Documentation/Maemo 5 Developer Guide/Development Environment/Maemo Programming Environments/Using Maemo 5 specific APIs in Qt application

Introduction

This section explains how to use the accelerometer D-Bus interface in a Maemo 5 Qt application.

The following code examples are used in this section:

D-Bus interface

It is up to each application how to organize interactions with the MCE orientation interface. In some cases catching orientation signal can be enough, but if, e.g., more frequent updates are needed, you might want to use method calls, as demonstrated in our example.
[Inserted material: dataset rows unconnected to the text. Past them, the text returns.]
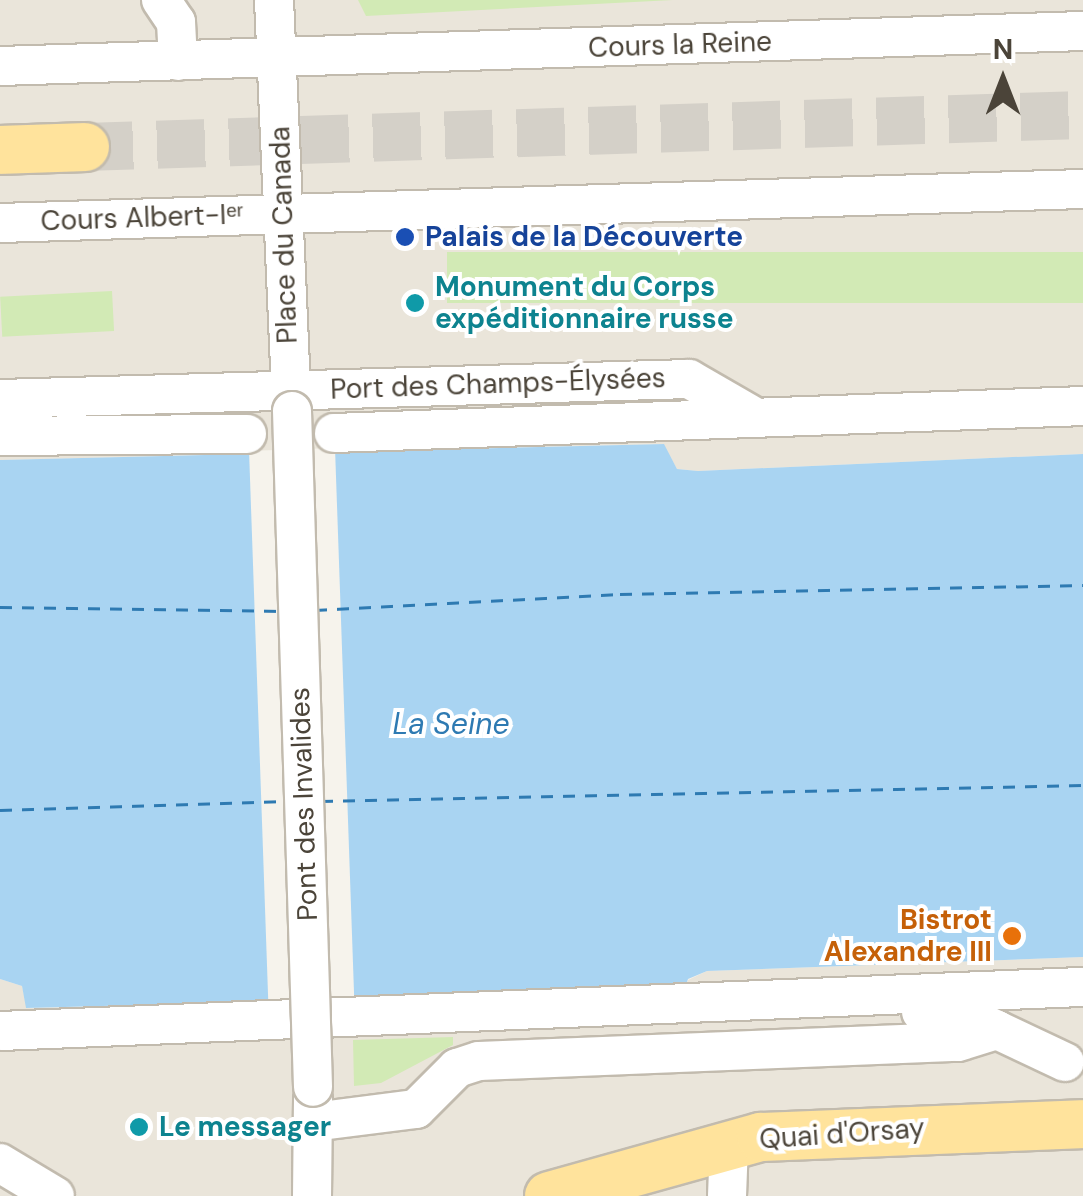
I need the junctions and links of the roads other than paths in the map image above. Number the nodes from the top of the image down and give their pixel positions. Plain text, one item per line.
1 (162, 0) edge
2 (274, 0) edge
3 (1083, 31) edge
4 (276, 58) junction
5 (178, 61) junction
6 (0, 66) edge
7 (85, 147) tunnel mouth
8 (0, 150) edge
9 (1083, 189) edge
10 (284, 212) junction
11 (0, 223) edge
12 (0, 399) edge
13 (291, 400) junction
14 (1083, 406) edge
15 (755, 417) junction
16 (334, 433) dead end
17 (247, 434) dead end
18 (0, 436) edge
19 (1083, 986) edge
20 (850, 1000) junction
21 (996, 1030) junction
22 (0, 1031) edge
23 (1065, 1062) dead end
24 (313, 1104) junction
25 (1083, 1124) edge
26 (729, 1145) junction
27 (0, 1163) edge
28 (56, 1196) edge
29 (312, 1196) edge
30 (549, 1196) edge
31 (727, 1196) edge

1 - 5 street
2 - 4 street, Place du Canada
3 - 4 street, Cours la Reine
4 - 5 street
4 - 10 street, Place du Canada
5 - 6 street
7 - 8 main road
9 - 10 street
10 - 11 street, Cours Albert-Iᵉʳ
10 - 13 street, Place du Canada
12 - 13 street, Port des Champs-Élysées
13 - 15 street, Port des Champs-Élysées
13 - 24 street, Pont des Invalides, bridge
14 - 15 street, Port des Champs-Élysées
15 - 16 street, Port des Champs-Élysées
17 - 18 street
19 - 20 street
20 - 21 street
20 - 22 street
21 - 23 street
21 - 24 street
24 - 29 street, Pont des Invalides
25 - 26 main road, Quai d'Orsay
26 - 30 main road, Quai d'Orsay
26 - 31 street
27 - 28 street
We've moved D-Bus related functionality and orientation based calculations to a separate library that implements `DeviceOrientationNotifier' class. Our notifier asks MCE about orientation parameters with a certain period,

void DeviceOrientationNotifier::timerEvent(QTimerEvent *)
{
  QDBusMessage msg = QDBusMessage::createMethodCall(MCE_SERVICE, MCE_REQUEST_PATH, MCE_REQUEST_IF, MCE_DEVICE_ORIENTATION_GET);
  bool sent = QDBusConnection::systemBus().callWithCallback(msg, this, SLOT(mceOrientationSlot(QString, QString, QString, int, int, int)));
}

processes answers in `mceOrientationSlot', and emits data needed by the application with the following signal.
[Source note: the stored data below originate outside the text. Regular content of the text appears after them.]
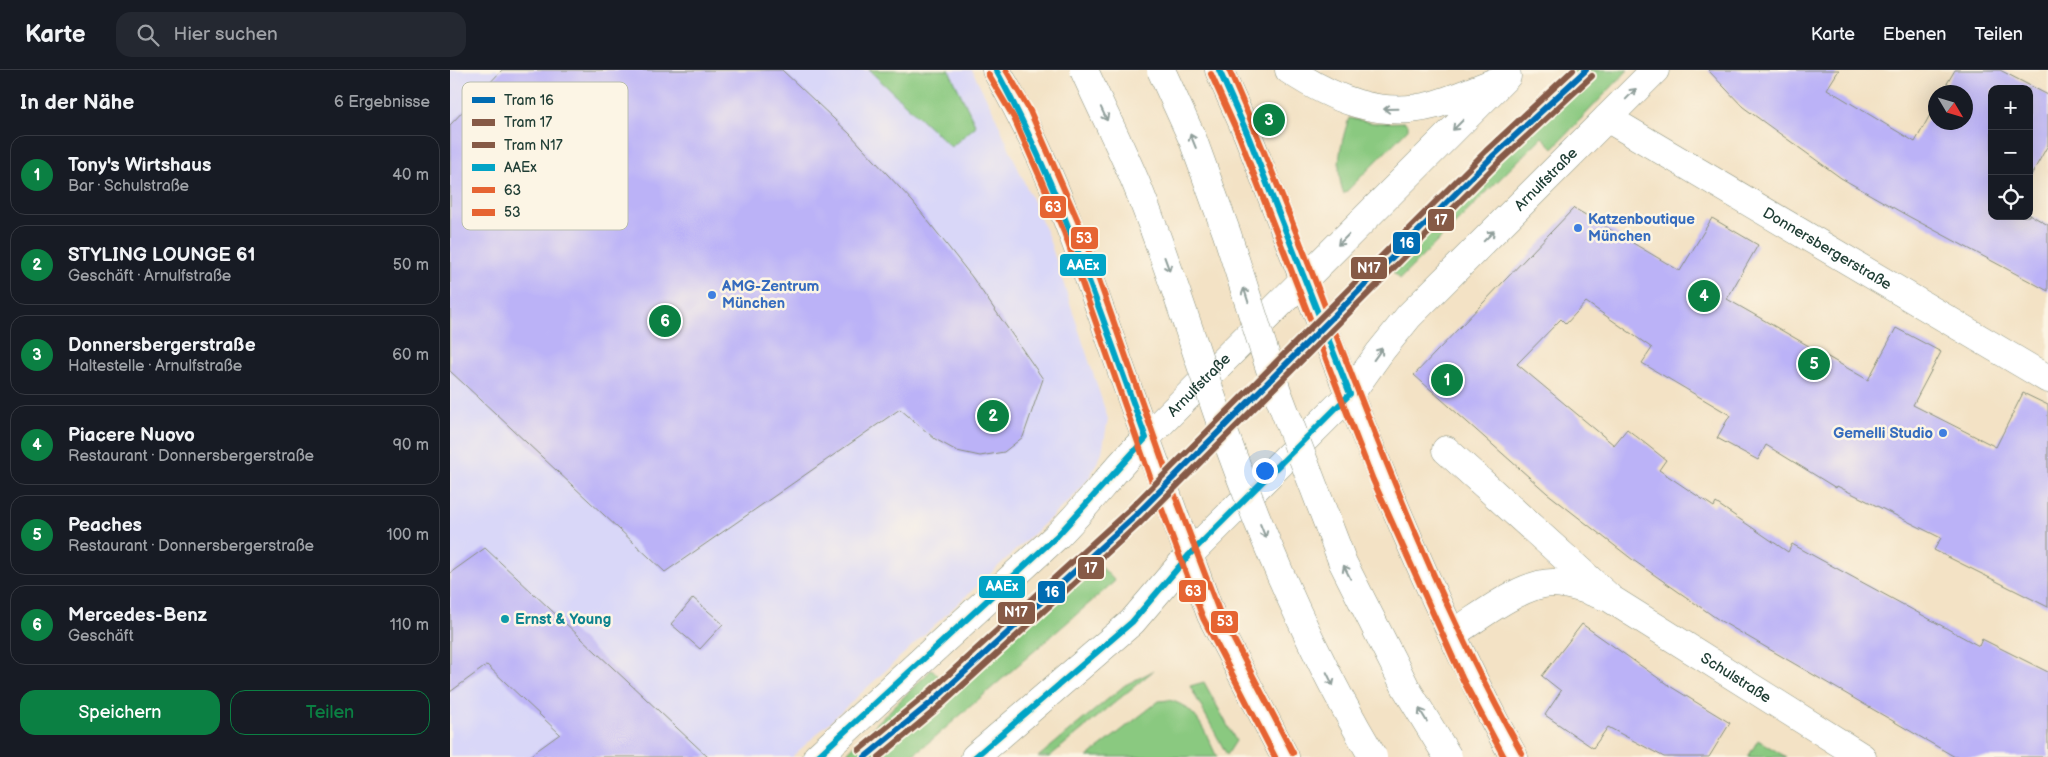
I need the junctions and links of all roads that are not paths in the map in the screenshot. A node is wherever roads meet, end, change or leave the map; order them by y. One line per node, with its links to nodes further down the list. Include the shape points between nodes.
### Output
1 (996, 70): 12 (main road, via 1022,114 1052,178)
2 (1084, 70): 20 (main road, one-way to 20, bridge, via 1135,182 1169,269 1226,437 1288,592 1352,722)
3 (1161, 70): 21 (main road, one-way to 3, bridge, via 1406,688 1343,563 1277,391 1193,140)
4 (1219, 70): 9 (main road)
5 (1289, 70): 7 (main road, one-way to 5, via 1432,105 1379,110 1346,101)
6 (1655, 70): 8 (main road, Arnulfstraße, one-way to 6)
7 (1509, 74): 9 (main road, Arnulfstraße, one-way to 9)
8 (1608, 118): 10 (main road, Donnersbergerstraße); 11 (main road, Arnulfstraße, one-way to 8, via 1410,316)
9 (1304, 280): 11 (main road); 12 (main road, Arnulfstraße)
10 (2048, 378)
11 (1350, 394): 14 (main road, Arnulfstraße); 16 (main road, via 1374,459)
12 (1146, 438): 14 (main road); 17 (main road, Arnulfstraße, via 1058,535)
13 (1446, 450): 15 (main road, Schulstraße)
14 (1189, 555): 18 (main road, Arnulfstraße, via 1132,622); 19 (main road, via 1211,615)
15 (1611, 599): 16 (main road, Schulstraße, via 1553,583 1526,589); 23 (main road, Schulstraße)
16 (1452, 634): 22 (main road, via 1490,716)
17 (816, 757)
18 (975, 757)
19 (1285, 757)
20 (1373, 757)
21 (1448, 757)
22 (1514, 757)
23 (1862, 757)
void deviceOrientation(qreal pitch, qreal roll);

Example application

We've modified one of Qt4 Examples in order to show how device orientation can be used. In our case pitch and roll are scene's characteristics, so we've implemented a `SceneTuner', whose slot can be connected to an appropriate signal in order to setup these scene properties.

DeviceOrientationNotifier notifier(100);
SceneTuner tuner(&scene, TimerInterval);
QObject::connect(&notifier, SIGNAL(deviceOrientation(qreal, qreal)), &tuner, SLOT(setProps(qreal, qreal)));

Based on that each mouse can take into account the gravity effect, see `Mouse::advance' for details.